Orbán, whose government started loan talks with the International Monetary Fund and the EU in July after months of delays (see background), poured cold water on hopes for a fast agreement by saying the IMF had made a raft of demands that he could not agree to.
The prime minister has consistently talked tough about any deal with the IMF for Hungarian voters, but many analysts say he is also playing for time and, should financial markets force him to take IMF financial backing, softer conditions for any aid.
"I look at this [lenders' proposals] as a negotiating position, but I'd like to make it clear that on this basis there will not be a deal, these are such demands ... or proposals from the IMF/EU which Hungary cannot accept," Orbán said in the radio interview.
"So I think we need [an IMF agreement] ... there will be one, we will agree but not on this basis."
Orbán said the government would work out "an alternative" negotiating position and reiterated that Hungary only needed a precautionary financing agreement.
He said he could accept the need for smaller bureaucracy and a low budget deficit, but could not accept a cut in pensions or pensioners' travel allowances, or the scrapping of family benefits. The IMF has not confirmed there was such a list of conditions.
Dissed on Facebook
Orbán said the EU had also prepared a report on the initial round of talks which contained more concrete details than the IMF's own document.
He said differences with lenders centered on the financing of the government's job protection plan, which the IMF and EU said could put a hole in the budget next year.
Before that, the Hungarian prime minister had posted a video on his Facebook page, slamming the EU/IMF proposal, and “unfriended” IMF. Nearly 2,000 people “liked” the video, and 1,110 had commented 11a.m. Friday.
Orbán is pushing a 300 billion forint (€1.04 billion) job-saving plan, partly funded by a new tax on central bank operations, which the European Central Bank has also criticised.
The government has slapped taxes on banks and other industries to deal with its budget problems, and Orban said they have proved more successful than the crippling budget austerity implemented in Western Europe.
"We must go our own way, and apply crisis management tailor-made to the Hungarian economy," he said.
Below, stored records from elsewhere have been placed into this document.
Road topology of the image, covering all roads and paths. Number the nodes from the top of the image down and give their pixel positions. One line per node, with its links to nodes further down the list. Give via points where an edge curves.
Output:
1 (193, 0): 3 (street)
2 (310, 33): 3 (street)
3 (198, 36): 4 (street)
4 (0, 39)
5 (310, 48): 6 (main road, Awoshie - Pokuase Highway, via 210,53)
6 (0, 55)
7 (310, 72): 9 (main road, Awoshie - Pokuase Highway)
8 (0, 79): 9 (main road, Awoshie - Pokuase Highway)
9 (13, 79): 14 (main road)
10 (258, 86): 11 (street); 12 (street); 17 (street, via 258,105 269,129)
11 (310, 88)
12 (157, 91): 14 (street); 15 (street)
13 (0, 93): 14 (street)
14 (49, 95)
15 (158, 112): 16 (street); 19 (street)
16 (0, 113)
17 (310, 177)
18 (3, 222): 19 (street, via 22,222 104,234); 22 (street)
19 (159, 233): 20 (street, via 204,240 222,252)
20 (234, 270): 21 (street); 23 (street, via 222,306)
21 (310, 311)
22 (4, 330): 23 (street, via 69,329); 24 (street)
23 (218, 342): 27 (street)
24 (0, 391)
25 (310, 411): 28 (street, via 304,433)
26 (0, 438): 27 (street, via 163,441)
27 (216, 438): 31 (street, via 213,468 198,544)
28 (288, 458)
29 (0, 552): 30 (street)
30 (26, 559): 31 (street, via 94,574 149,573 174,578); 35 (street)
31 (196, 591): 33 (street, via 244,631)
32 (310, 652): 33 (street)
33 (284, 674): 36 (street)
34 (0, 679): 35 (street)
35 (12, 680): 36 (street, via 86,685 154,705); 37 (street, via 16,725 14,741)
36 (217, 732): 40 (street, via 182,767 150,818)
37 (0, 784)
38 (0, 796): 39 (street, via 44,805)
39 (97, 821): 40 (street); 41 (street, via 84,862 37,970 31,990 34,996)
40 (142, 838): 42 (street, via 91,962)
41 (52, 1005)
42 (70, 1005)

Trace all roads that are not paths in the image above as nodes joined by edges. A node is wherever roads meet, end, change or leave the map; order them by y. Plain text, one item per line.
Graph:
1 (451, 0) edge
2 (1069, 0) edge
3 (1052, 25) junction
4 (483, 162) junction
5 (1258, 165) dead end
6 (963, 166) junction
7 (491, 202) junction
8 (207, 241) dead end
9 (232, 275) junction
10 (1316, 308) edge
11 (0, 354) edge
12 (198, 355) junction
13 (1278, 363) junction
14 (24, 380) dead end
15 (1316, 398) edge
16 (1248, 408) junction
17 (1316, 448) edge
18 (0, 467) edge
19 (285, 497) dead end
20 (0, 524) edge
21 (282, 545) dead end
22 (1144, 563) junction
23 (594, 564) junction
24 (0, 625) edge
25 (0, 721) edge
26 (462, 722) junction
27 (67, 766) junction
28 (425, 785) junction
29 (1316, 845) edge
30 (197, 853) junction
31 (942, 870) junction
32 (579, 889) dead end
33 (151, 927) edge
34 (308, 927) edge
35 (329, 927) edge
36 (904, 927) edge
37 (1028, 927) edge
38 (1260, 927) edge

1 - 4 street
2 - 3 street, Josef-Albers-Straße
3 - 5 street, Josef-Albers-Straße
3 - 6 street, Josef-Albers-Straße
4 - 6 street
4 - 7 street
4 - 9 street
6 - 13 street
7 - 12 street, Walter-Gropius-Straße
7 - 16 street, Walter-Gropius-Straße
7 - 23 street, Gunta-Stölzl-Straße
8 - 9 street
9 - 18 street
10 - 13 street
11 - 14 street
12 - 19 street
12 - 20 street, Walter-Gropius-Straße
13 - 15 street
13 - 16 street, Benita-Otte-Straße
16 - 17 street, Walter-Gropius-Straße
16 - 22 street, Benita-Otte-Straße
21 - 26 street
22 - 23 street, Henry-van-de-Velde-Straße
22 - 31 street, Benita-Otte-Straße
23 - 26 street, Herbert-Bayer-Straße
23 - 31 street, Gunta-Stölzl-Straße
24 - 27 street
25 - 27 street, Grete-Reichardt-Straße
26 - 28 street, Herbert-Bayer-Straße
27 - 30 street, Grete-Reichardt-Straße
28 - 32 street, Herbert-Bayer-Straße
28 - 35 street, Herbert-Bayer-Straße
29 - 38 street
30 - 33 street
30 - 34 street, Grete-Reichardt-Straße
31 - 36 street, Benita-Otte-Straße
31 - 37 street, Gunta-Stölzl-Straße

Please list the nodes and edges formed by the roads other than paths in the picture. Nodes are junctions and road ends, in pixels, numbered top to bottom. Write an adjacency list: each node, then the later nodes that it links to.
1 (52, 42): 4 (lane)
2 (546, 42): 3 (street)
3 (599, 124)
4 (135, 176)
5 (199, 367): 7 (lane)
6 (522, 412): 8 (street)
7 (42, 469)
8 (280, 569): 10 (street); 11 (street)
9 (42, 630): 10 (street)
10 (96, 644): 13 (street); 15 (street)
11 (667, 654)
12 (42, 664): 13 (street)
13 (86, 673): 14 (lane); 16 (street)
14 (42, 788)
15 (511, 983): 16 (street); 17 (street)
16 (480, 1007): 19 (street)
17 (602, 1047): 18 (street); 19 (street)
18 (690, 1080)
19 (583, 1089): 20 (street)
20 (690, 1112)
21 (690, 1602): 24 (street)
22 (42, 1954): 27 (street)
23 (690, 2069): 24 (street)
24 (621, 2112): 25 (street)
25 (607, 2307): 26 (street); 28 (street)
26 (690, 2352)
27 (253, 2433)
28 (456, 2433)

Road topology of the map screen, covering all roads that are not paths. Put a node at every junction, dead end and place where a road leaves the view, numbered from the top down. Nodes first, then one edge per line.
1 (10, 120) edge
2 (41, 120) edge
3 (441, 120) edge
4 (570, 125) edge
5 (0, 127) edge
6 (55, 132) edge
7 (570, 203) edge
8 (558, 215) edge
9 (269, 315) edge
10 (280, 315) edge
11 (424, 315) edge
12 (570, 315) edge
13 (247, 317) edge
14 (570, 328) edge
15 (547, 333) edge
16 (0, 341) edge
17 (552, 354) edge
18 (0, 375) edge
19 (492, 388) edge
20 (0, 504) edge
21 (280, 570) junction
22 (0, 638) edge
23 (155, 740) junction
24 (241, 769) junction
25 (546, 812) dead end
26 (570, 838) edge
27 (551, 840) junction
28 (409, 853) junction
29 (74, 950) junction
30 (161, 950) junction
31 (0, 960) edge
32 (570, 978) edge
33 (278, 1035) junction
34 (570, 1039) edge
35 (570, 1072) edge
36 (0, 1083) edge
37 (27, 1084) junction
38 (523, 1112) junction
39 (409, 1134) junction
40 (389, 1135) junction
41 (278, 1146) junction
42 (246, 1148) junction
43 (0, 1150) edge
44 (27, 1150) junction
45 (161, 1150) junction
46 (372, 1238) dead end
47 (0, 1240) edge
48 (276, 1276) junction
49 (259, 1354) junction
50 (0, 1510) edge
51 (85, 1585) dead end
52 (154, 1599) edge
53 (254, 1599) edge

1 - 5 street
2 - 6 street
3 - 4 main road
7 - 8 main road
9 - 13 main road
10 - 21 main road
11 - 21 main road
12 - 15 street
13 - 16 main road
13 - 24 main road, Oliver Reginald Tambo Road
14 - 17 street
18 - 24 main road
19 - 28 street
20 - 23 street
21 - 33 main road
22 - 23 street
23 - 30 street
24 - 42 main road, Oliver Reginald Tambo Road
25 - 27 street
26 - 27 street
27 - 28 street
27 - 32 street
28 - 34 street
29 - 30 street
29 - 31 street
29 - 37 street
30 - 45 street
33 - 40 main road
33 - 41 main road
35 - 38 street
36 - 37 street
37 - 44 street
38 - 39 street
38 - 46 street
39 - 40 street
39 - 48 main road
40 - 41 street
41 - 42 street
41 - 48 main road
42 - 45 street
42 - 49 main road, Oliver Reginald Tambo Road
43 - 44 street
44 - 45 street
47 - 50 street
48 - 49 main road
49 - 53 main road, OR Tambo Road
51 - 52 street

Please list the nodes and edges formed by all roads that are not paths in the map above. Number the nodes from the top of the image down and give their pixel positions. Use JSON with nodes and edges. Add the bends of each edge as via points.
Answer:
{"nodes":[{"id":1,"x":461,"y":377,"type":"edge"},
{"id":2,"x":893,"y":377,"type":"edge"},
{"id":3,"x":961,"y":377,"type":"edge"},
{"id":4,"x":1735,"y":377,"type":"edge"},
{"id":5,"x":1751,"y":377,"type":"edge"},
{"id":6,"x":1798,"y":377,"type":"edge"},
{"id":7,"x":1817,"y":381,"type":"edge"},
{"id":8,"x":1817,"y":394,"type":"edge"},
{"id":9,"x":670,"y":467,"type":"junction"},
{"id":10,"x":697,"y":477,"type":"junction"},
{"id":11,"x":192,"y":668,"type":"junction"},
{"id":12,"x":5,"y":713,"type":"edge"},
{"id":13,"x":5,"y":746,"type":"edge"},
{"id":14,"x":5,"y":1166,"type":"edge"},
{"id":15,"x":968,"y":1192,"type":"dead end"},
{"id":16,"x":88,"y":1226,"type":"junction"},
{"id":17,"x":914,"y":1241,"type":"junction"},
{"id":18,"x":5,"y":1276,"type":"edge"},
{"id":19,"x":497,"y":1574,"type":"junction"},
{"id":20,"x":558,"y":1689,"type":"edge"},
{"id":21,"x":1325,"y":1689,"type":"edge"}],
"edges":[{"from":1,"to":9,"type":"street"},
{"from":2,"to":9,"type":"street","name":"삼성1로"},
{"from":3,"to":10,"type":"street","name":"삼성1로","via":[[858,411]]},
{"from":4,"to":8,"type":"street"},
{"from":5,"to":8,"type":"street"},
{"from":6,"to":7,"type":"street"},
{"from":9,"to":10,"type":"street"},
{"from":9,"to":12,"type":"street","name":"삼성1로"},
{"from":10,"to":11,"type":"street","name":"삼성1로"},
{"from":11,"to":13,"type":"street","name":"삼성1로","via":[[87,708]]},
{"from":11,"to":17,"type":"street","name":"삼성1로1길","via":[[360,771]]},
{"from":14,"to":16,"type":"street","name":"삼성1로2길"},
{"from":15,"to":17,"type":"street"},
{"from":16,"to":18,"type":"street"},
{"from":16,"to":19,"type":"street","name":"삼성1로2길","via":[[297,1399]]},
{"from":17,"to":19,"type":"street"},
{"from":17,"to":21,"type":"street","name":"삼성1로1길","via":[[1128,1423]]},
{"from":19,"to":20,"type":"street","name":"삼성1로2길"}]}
The prime minister also said the ECB's decision on Thursday to launch a new bond-buying programme to help troubled eurozone states could also impact the operations of central banks outside the eurozone.
He said this has brought a "breakthrough" in the so far orthodox thinking in Europe, which has stated that central banks had to focus only on inflation goals, as now the ECB would take part in buying government securities.
"This is a new dimension, so far it has been forbidden to think in this dimension," he said.
"This gives a tool into the hands of governments, and central banks cooperating with governments, which European states did not have in crisis management before."